WHAT THE EXERCISE ASKS — From the records below, take each line where the string "dead" shows up and copy it.

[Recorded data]
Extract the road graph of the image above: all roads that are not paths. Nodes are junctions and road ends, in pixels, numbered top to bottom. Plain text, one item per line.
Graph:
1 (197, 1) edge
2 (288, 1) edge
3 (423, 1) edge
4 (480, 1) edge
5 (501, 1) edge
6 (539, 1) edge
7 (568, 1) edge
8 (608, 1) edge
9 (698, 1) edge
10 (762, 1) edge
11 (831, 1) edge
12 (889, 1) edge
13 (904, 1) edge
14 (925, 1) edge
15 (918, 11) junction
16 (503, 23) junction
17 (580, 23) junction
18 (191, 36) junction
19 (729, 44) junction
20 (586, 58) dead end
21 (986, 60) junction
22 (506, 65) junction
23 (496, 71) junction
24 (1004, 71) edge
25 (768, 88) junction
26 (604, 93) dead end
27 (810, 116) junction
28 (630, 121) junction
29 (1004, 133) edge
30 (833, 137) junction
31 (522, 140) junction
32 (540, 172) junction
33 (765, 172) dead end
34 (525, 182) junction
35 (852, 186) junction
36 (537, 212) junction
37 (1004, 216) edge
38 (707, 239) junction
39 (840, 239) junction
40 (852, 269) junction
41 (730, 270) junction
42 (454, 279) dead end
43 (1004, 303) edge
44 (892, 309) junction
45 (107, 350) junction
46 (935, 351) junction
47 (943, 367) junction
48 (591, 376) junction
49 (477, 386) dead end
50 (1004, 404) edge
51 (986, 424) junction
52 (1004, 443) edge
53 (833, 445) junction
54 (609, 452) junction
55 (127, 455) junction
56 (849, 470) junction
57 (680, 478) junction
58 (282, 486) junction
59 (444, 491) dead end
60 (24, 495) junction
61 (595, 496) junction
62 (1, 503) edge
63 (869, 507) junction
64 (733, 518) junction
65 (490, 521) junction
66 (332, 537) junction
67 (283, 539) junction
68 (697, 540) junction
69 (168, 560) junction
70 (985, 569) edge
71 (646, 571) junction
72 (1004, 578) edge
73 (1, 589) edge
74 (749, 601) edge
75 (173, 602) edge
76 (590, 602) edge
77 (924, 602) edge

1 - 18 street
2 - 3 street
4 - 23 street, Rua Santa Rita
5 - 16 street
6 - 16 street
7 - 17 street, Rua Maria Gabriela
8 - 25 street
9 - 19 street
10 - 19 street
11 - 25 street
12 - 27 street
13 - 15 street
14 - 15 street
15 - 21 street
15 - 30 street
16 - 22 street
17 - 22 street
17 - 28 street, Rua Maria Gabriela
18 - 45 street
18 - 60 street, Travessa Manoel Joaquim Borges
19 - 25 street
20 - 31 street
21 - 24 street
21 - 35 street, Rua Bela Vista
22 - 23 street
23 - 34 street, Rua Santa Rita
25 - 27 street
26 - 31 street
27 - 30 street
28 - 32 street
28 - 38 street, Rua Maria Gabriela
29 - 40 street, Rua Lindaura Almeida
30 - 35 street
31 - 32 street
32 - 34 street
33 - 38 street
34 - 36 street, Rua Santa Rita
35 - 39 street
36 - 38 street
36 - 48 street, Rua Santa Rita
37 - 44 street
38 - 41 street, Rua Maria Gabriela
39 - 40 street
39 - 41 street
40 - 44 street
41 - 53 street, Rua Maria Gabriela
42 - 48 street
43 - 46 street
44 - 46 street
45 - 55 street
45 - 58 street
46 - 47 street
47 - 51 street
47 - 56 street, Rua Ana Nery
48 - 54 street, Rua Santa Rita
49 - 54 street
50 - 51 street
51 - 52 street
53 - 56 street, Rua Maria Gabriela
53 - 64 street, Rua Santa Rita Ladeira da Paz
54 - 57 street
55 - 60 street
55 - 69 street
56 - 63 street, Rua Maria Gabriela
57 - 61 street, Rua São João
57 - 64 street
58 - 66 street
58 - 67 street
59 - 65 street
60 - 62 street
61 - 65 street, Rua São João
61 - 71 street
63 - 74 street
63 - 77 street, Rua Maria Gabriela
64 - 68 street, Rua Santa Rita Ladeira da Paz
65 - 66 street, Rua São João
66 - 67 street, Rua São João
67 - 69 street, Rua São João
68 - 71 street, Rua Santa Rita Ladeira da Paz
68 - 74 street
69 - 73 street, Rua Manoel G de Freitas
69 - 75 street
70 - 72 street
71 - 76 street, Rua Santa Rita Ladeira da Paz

ANSWER SPACE —
20 (586, 58) dead end
26 (604, 93) dead end
33 (765, 172) dead end
42 (454, 279) dead end
49 (477, 386) dead end
59 (444, 491) dead end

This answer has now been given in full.